Last month, I posted about how our stored garden produce was doing. I’ve decided to update things:
As you may recall, we harvested most of our garden in the second week of September, due to frost. So we’re now at the five-ish month mark for our produce.
In the root cellar:
The carrots are still hanging in there…barely. They are getting pretty shriveled, and you have to dig through the baskets to find the good ones. We may or may not still have any truly edible carrots by the end of the month. We planted two different varieties of carrots – Red Cored Danvers and Scarlet Nantes Coreless, and we have not noticed any difference in how well they keep. As I mentioned in January, we have had issues controlling the humidity, and that probably shortened the storage life of the carrots significantly. However, five months is decent, all things considered.
The beets are now starting to soften. They are still completely edible, and are showing no signs of rot, but they are not at their peak, anymore.
The potatoes are still in great shape. They are not quite as crisp as when they were harvested, but they are in no danger of going bad. The store-ability of the potatoes is impressing the heck out of us. We have four different varieties in storage, and so far there is no variability between them; they’re all doing very well.

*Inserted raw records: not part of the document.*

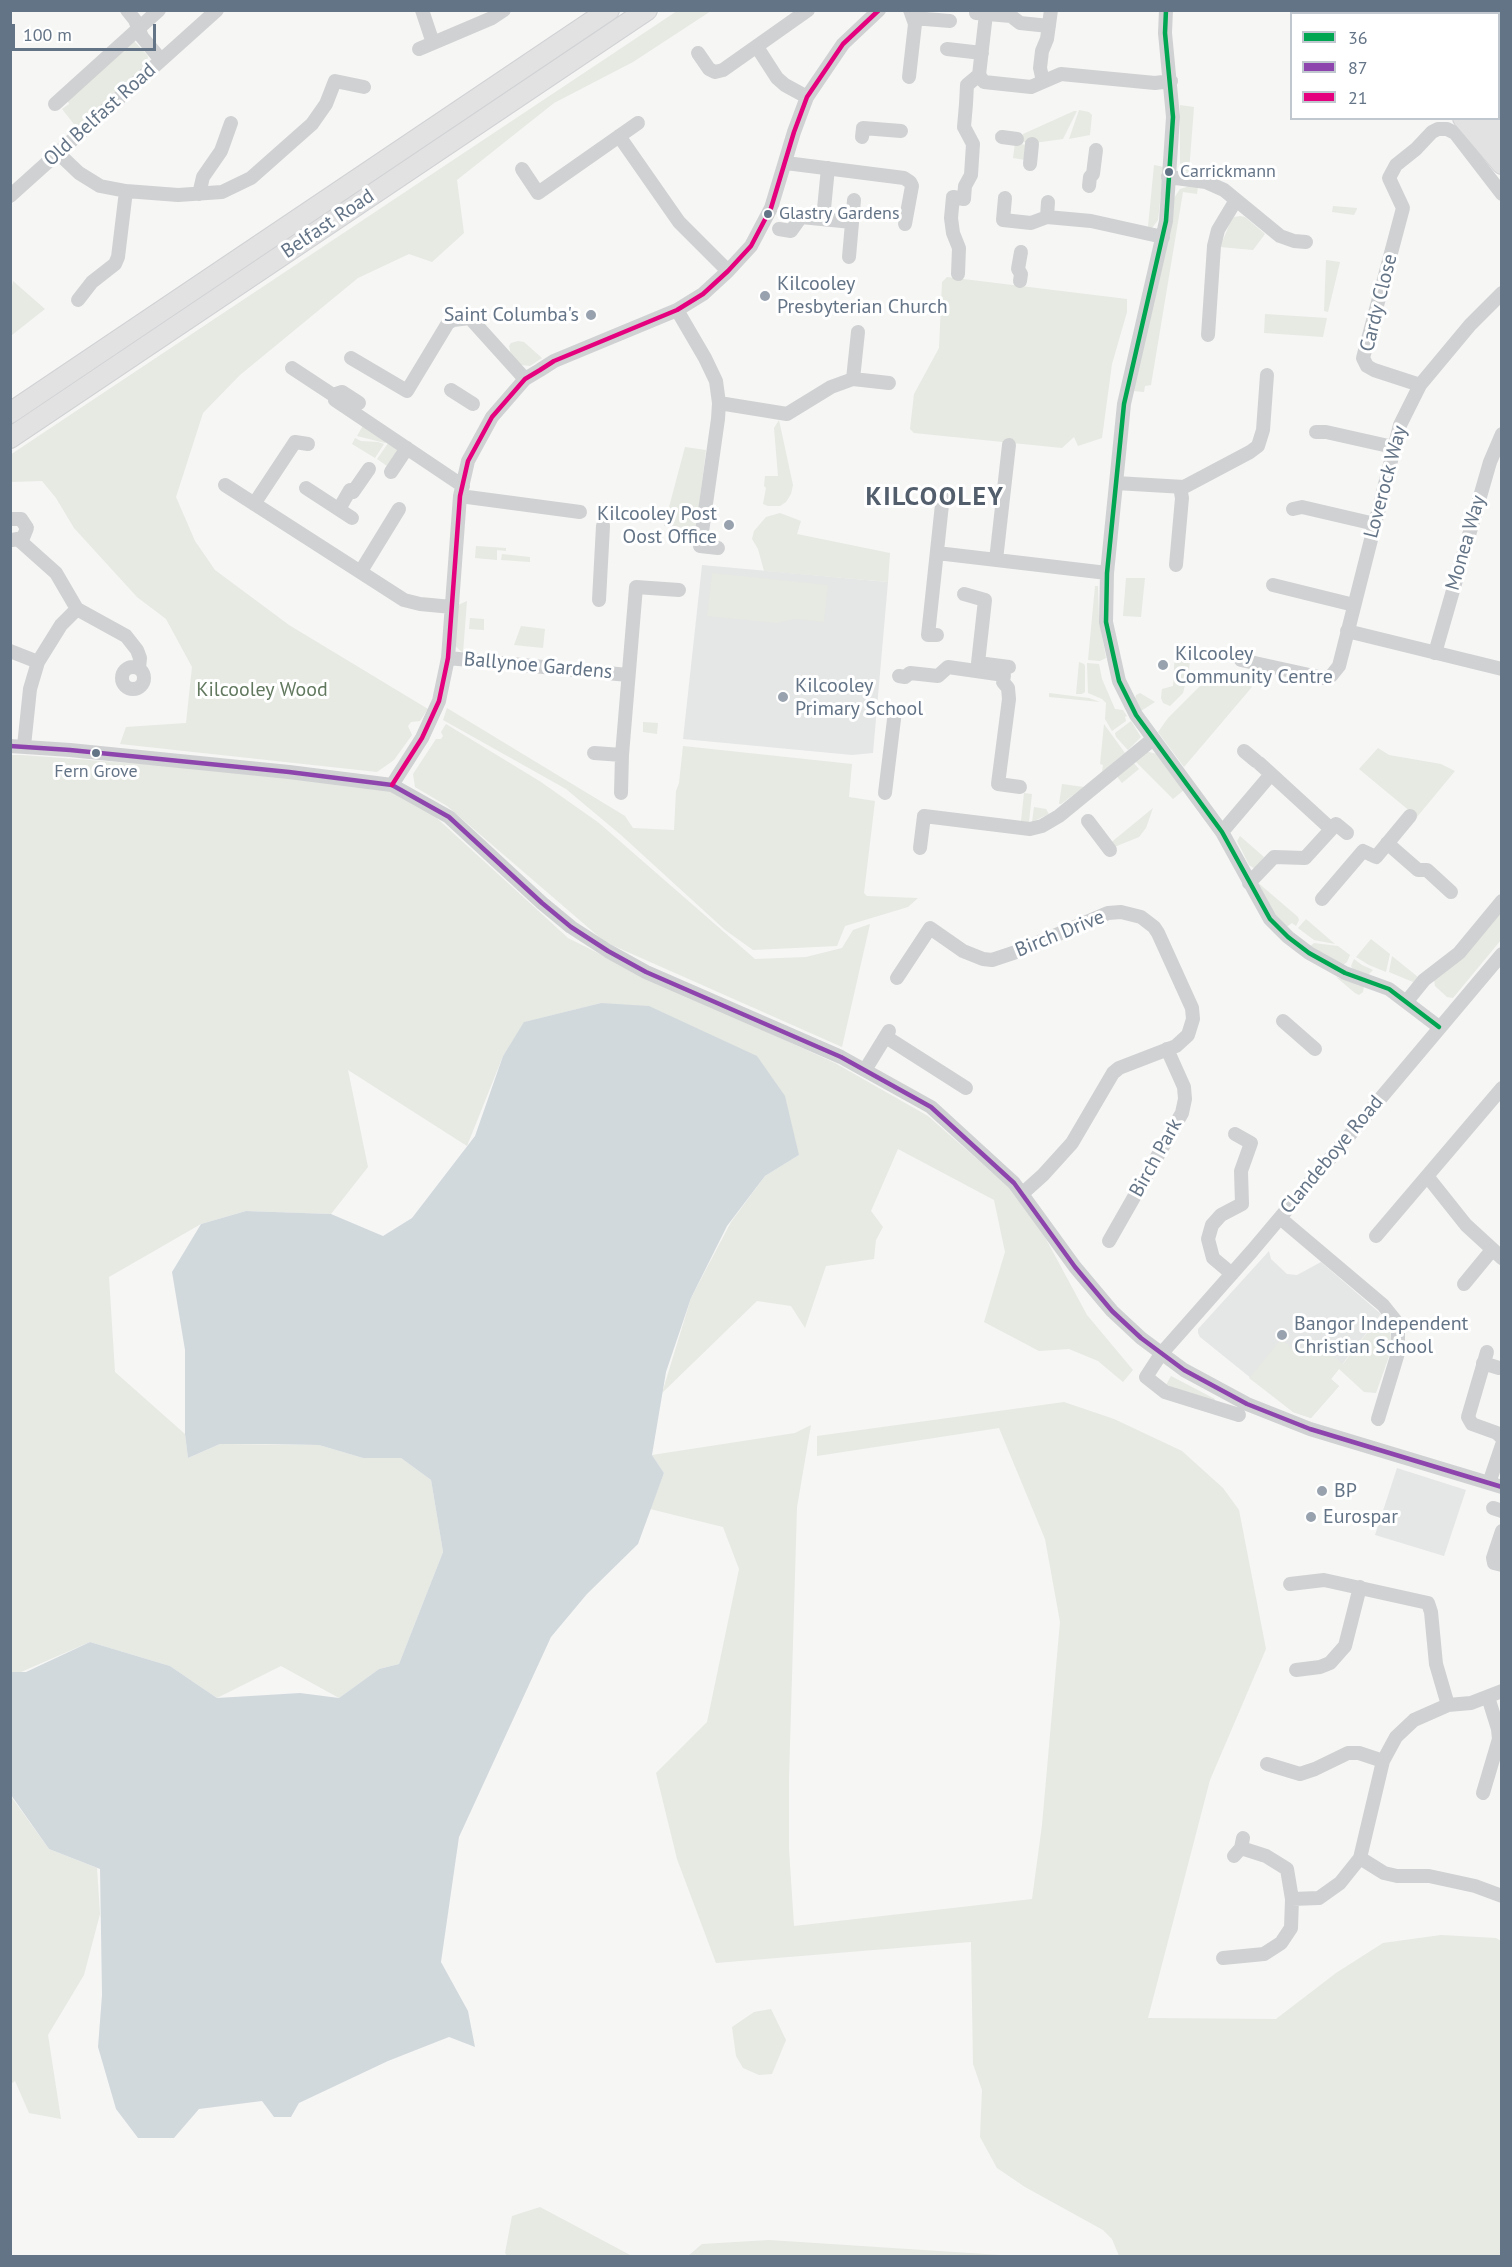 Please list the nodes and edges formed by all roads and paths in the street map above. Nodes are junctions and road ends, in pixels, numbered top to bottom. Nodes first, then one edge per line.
1 (127, 10) edge
2 (159, 10) edge
3 (217, 10) edge
4 (422, 10) edge
5 (504, 10) edge
6 (609, 10) edge
7 (646, 10) edge
8 (808, 10) edge
9 (879, 10) edge
10 (1051, 10) edge
11 (1166, 10) edge
12 (1011, 13) edge
13 (911, 14) edge
14 (950, 21) dead end
15 (1049, 26) junction
16 (138, 29) junction
17 (433, 43) junction
18 (757, 47) junction
19 (419, 49) dead end
20 (947, 49) dead end
21 (698, 53) dead end
22 (982, 53) junction
23 (162, 60) junction
24 (905, 71) dead end
25 (979, 75) junction
26 (1043, 81) junction
27 (1171, 81) junction
28 (364, 87) dead end
29 (807, 97) junction
30 (55, 104) dead end
31 (1464, 120) edge
32 (1488, 120) edge
33 (231, 123) dead end
34 (638, 123) dead end
35 (901, 131) dead end
36 (619, 136) junction
37 (862, 137) dead end
38 (1002, 137) dead end
39 (1502, 137) edge
40 (1017, 139) dead end
41 (1032, 144) dead end
42 (1096, 150) dead end
43 (58, 153) junction
44 (786, 163) junction
45 (1030, 164) dead end
46 (1502, 164) edge
47 (828, 168) junction
48 (522, 169) dead end
49 (1168, 177) junction
50 (1089, 186) dead end
51 (126, 191) junction
52 (199, 194) junction
53 (1502, 194) edge
54 (10, 196) edge
55 (1005, 198) dead end
56 (854, 200) dead end
57 (1236, 200) junction
58 (1048, 202) dead end
59 (1047, 217) junction
60 (823, 219) junction
61 (852, 222) junction
62 (905, 224) dead end
63 (779, 229) dead end
64 (1163, 237) junction
65 (1306, 242) dead end
66 (1021, 252) dead end
67 (849, 257) dead end
68 (728, 271) junction
69 (958, 274) dead end
70 (1020, 281) dead end
71 (1502, 293) edge
72 (78, 300) dead end
73 (677, 310) junction
74 (858, 332) dead end
75 (1209, 335) dead end
76 (351, 358) dead end
77 (292, 368) dead end
78 (1267, 375) dead end
79 (853, 379) junction
80 (525, 380) junction
81 (889, 382) dead end
82 (1420, 385) junction
83 (451, 390) dead end
84 (336, 394) junction
85 (359, 403) dead end
86 (719, 403) junction
87 (473, 404) dead end
88 (10, 413) edge
89 (1316, 432) dead end
90 (1502, 434) edge
91 (10, 438) edge
92 (308, 444) dead end
93 (1009, 445) dead end
94 (1394, 447) junction
95 (407, 448) junction
96 (369, 469) dead end
97 (391, 471) dead end
98 (1116, 483) junction
99 (225, 485) dead end
100 (1180, 487) junction
101 (306, 488) dead end
102 (461, 491) junction
103 (943, 495) dead end
104 (254, 504) junction
105 (339, 509) junction
106 (399, 509) dead end
107 (1293, 509) dead end
108 (580, 512) dead end
109 (352, 518) dead end
110 (10, 519) edge
111 (1374, 524) junction
112 (603, 526) dead end
113 (15, 539) edge
114 (718, 548) dead end
115 (937, 553) junction
116 (996, 560) junction
117 (1176, 565) dead end
118 (361, 571) junction
119 (1107, 573) junction
120 (1273, 585) dead end
121 (679, 590) dead end
122 (964, 594) dead end
123 (599, 600) dead end
124 (1354, 605) junction
125 (452, 608) junction
126 (77, 609) junction
127 (1347, 632) junction
128 (937, 635) dead end
129 (10, 651) edge
130 (1435, 653) junction
131 (448, 658) junction
132 (1241, 660) dead end
133 (38, 662) junction
134 (1009, 667) dead end
135 (139, 668) dead end
136 (1502, 669) edge
137 (628, 675) junction
138 (899, 676) dead end
139 (895, 711) dead end
140 (1153, 739) junction
141 (17, 746) edge
142 (1244, 750) dead end
143 (594, 753) dead end
144 (622, 756) junction
145 (1273, 776) junction
146 (392, 785) junction
147 (1020, 787) dead end
148 (621, 793) dead end
149 (885, 793) dead end
150 (1410, 816) dead end
151 (1089, 821) dead end
152 (1331, 829) junction
153 (1222, 832) junction
154 (1347, 833) dead end
155 (1387, 843) junction
156 (920, 848) dead end
157 (1110, 850) dead end
158 (1249, 883) junction
159 (1450, 888) dead end
160 (1322, 899) dead end
161 (1502, 901) edge
162 (1502, 954) edge
163 (897, 978) dead end
164 (1407, 1001) junction
165 (1283, 1021) dead end
166 (1439, 1027) junction
167 (1167, 1049) junction
168 (1315, 1049) dead end
169 (865, 1070) junction
170 (965, 1088) dead end
171 (1502, 1088) edge
172 (1235, 1134) dead end
173 (1427, 1176) junction
174 (1023, 1193) junction
175 (1280, 1218) junction
176 (1116, 1236) dead end
177 (1376, 1236) dead end
178 (1497, 1254) edge
179 (1232, 1274) junction
180 (1464, 1284) dead end
181 (1161, 1354) junction
182 (1498, 1368) dead end
183 (1239, 1415) dead end
184 (1378, 1419) dead end
185 (1502, 1438) edge
186 (1502, 1445) edge
187 (1495, 1485) edge
188 (1502, 1530) edge
189 (1494, 1566) edge
190 (1360, 1587) junction
191 (1303, 1598) dead end
192 (1296, 1670) dead end
193 (1495, 1694) edge
194 (1448, 1704) junction
195 (1383, 1761) junction
196 (1275, 1762) dead end
197 (1483, 1795) dead end
198 (1239, 1847) dead end
199 (1360, 1858) junction
200 (1502, 1896) edge
201 (1292, 1899) junction
202 (1223, 1958) dead end

1 - 16 street
2 - 16 street
3 - 23 street, Old Belfast Road
4 - 17 street
5 - 17 street
6 - 88 highway, Belfast Road
7 - 91 highway, Belfast Road
8 - 18 street
9 - 29 street
10 - 15 street
11 - 27 street
12 - 15 street
12 - 22 street
13 - 14 street
13 - 24 street
15 - 26 street
16 - 23 street
16 - 30 street
17 - 19 street
18 - 21 street
18 - 29 street
20 - 22 street
22 - 25 street
23 - 43 street, Old Belfast Road
25 - 26 street
25 - 69 street
26 - 27 street
27 - 49 street
28 - 52 street
29 - 44 street
31 - 46 highway
32 - 39 highway
33 - 52 street
34 - 36 street
35 - 37 street
36 - 48 street
36 - 68 street
38 - 40 street
41 - 45 street
42 - 50 street
43 - 51 street
43 - 54 street, Old Belfast Road
44 - 47 street
44 - 68 street
47 - 60 street
47 - 62 street
49 - 57 street
49 - 64 street
51 - 52 street
51 - 72 street
53 - 82 street, Cardy Close
55 - 59 street
56 - 61 street
57 - 65 street
57 - 75 street
58 - 59 street
59 - 64 street
60 - 61 street
60 - 63 street
61 - 67 street
64 - 98 street
66 - 70 street
68 - 73 street
71 - 82 street, Loverock Way
73 - 80 street
73 - 86 street
74 - 79 street
76 - 80 street
77 - 84 street
78 - 100 street
79 - 81 street
79 - 86 street
80 - 102 street
82 - 94 street, Loverock Way
83 - 87 street
84 - 85 street
84 - 95 street
86 - 114 street
89 - 94 street
90 - 130 street, Monea Way
92 - 104 street
93 - 116 street
94 - 111 street, Loverock Way
95 - 97 street
95 - 102 street
96 - 105 street
98 - 100 street
98 - 119 street
99 - 104 street
100 - 117 street
101 - 105 street
102 - 108 street
102 - 125 street
103 - 115 street
104 - 118 street
105 - 109 street
106 - 118 street
107 - 111 street
110 - 113 street
111 - 124 street, Loverock Way
112 - 123 street
113 - 126 street
115 - 116 street
115 - 128 street
116 - 119 street
118 - 125 street
119 - 140 street
120 - 124 street
121 - 137 street, Ballynoe Gardens
122 - 134 street
124 - 127 street, Loverock Way
125 - 131 street
126 - 133 street
126 - 135 street
127 - 130 street
127 - 132 street, Loverock Way
129 - 133 street
130 - 136 street
131 - 137 street, Ballynoe Gardens
131 - 146 street
133 - 141 street
137 - 144 street, Ballynoe Gardens
138 - 147 street
139 - 149 street
140 - 153 street
140 - 156 street
141 - 146 street
142 - 145 street
143 - 144 street
144 - 148 street, Ballynoe Gardens
145 - 152 street
145 - 153 street
146 - 169 street
150 - 155 street
151 - 157 street
152 - 154 street
152 - 158 street
153 - 158 street
155 - 159 street
155 - 160 street
158 - 164 street
161 - 164 street
162 - 166 street, Clandeboye Road
163 - 167 street, Birch Drive
164 - 166 street
165 - 168 street
166 - 175 street, Clandeboye Road
167 - 174 street, Birch Drive
167 - 176 street, Birch Park
169 - 170 street
169 - 174 street
171 - 173 street
172 - 179 street
173 - 177 street
173 - 178 street
174 - 181 street
175 - 179 street, Clandeboye Road
175 - 184 street
178 - 180 street
179 - 181 street, Clandeboye Road
181 - 183 street, Clandeboye Road
181 - 187 street
182 - 185 street
186 - 187 street
188 - 189 street
190 - 191 street
190 - 192 street
190 - 194 street
193 - 194 street
193 - 197 street
194 - 195 street
195 - 196 street
195 - 199 street
198 - 201 street
199 - 200 street
199 - 201 street
201 - 202 street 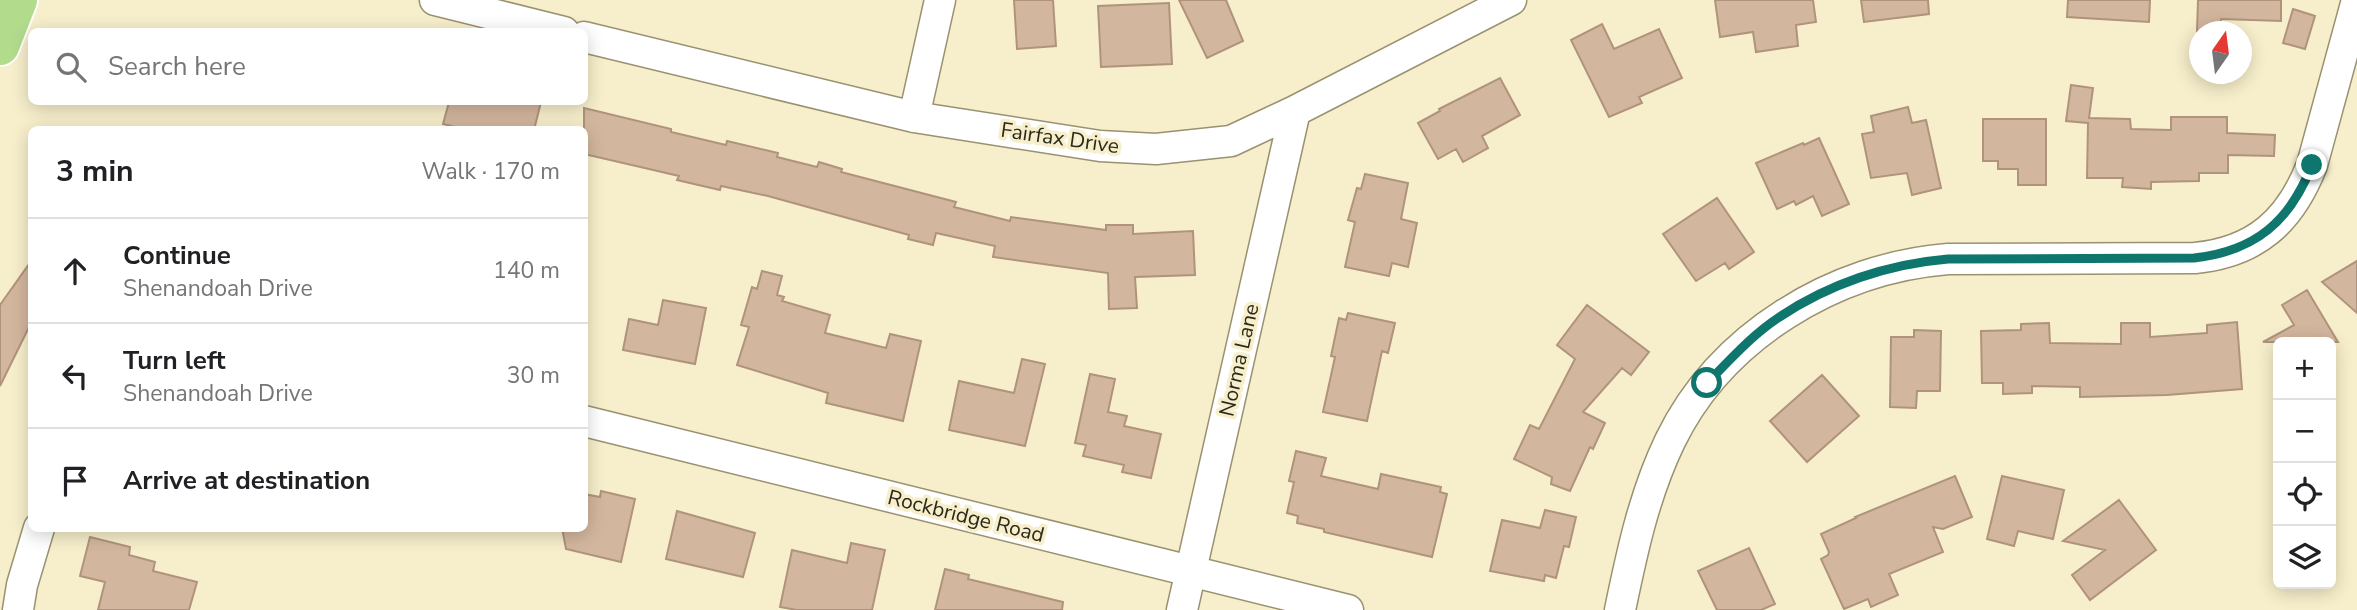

The cabbages that we purchased sometime before Halloween also continue to do well. The outermost leaves are dry and papery, but the heads themselves are still solid and edible.
The non-root cellar crops are also doing quite well. We went through all of the squash, which we have been keeping in a spare bedroom that we had closed the furnace vent in. About five squashes (four pumpkins and a turk’s turban gourd) had moldy spots, so we cut out the mold and fed the rest to the chickens. All of the spaghetti squash are still fine. The acorn squashes are starting to go orange, which I think is a sign of being over-ripe, but they show no signs of mold or softness. In all, we removed about 10% of the squash (from our original harvest of around 50 squashes of various types). We are pretty impressed, given how little attention we have devoted to storing and managing the squash.
The onions are also going strong. We have found a few that needed to be discarded, but they represented a very small percentage, overall. We have been storing onions in two different locations, to test what works best: we kept a large basket of onions in the cool, dry spare room with the squash, and a couple of braids in a warm store-room. Both groups seem to be doing fine, though the onions in the warmer location have fared somewhat worse, with a couple of rotten onions out of maybe twenty, versus a few rotten onions in a basket of a couple hundred. We planted 400 onion sets last spring, and, surprisingly, are starting to be in danger of running out.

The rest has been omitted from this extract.